### Task to carry out
Copy each line of the entries that includes the word "KHONMOH".

[Stored data]

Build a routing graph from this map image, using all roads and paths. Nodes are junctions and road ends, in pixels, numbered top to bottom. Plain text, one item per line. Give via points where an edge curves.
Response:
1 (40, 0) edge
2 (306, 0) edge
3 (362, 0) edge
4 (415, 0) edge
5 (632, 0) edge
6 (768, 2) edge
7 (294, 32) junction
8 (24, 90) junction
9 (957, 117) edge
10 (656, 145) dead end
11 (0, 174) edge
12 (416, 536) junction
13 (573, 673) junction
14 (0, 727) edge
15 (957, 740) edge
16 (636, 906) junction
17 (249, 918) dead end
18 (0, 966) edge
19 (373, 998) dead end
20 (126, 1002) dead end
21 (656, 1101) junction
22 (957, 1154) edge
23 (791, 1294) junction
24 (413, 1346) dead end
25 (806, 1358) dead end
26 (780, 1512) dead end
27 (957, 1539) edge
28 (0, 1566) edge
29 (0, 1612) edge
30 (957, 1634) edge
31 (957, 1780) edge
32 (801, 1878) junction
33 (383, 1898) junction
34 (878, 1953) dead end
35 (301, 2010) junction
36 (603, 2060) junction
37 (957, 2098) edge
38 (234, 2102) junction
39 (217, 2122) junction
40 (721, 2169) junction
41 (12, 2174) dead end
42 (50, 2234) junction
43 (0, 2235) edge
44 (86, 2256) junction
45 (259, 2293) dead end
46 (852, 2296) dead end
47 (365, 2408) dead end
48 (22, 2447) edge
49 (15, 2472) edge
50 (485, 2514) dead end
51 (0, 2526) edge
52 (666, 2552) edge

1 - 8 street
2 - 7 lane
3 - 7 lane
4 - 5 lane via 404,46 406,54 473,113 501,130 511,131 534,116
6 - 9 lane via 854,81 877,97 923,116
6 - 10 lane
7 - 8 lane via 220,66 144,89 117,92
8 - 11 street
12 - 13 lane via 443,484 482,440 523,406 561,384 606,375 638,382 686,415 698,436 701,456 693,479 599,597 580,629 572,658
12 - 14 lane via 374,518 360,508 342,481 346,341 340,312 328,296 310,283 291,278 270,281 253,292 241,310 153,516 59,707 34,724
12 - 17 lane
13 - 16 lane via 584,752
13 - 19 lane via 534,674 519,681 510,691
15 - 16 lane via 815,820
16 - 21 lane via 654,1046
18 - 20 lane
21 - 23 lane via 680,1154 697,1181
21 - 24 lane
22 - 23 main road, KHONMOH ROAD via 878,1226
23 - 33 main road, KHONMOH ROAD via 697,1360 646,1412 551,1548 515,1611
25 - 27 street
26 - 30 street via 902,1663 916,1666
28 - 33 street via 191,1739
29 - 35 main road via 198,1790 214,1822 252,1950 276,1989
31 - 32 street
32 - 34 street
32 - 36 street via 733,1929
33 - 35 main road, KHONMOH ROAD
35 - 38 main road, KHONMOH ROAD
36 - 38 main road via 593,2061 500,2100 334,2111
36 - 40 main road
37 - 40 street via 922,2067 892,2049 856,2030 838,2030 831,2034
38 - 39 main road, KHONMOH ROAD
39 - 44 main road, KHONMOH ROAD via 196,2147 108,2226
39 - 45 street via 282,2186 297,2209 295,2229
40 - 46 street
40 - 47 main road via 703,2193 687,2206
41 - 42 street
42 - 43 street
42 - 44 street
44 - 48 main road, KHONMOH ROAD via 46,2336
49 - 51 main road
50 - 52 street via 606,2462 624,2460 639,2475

### Completed exercise
22 - 23 main road, KHONMOH ROAD via 878,1226
23 - 33 main road, KHONMOH ROAD via 697,1360 646,1412 551,1548 515,1611
33 - 35 main road, KHONMOH ROAD
35 - 38 main road, KHONMOH ROAD
38 - 39 main road, KHONMOH ROAD
39 - 44 main road, KHONMOH ROAD via 196,2147 108,2226
44 - 48 main road, KHONMOH ROAD via 46,2336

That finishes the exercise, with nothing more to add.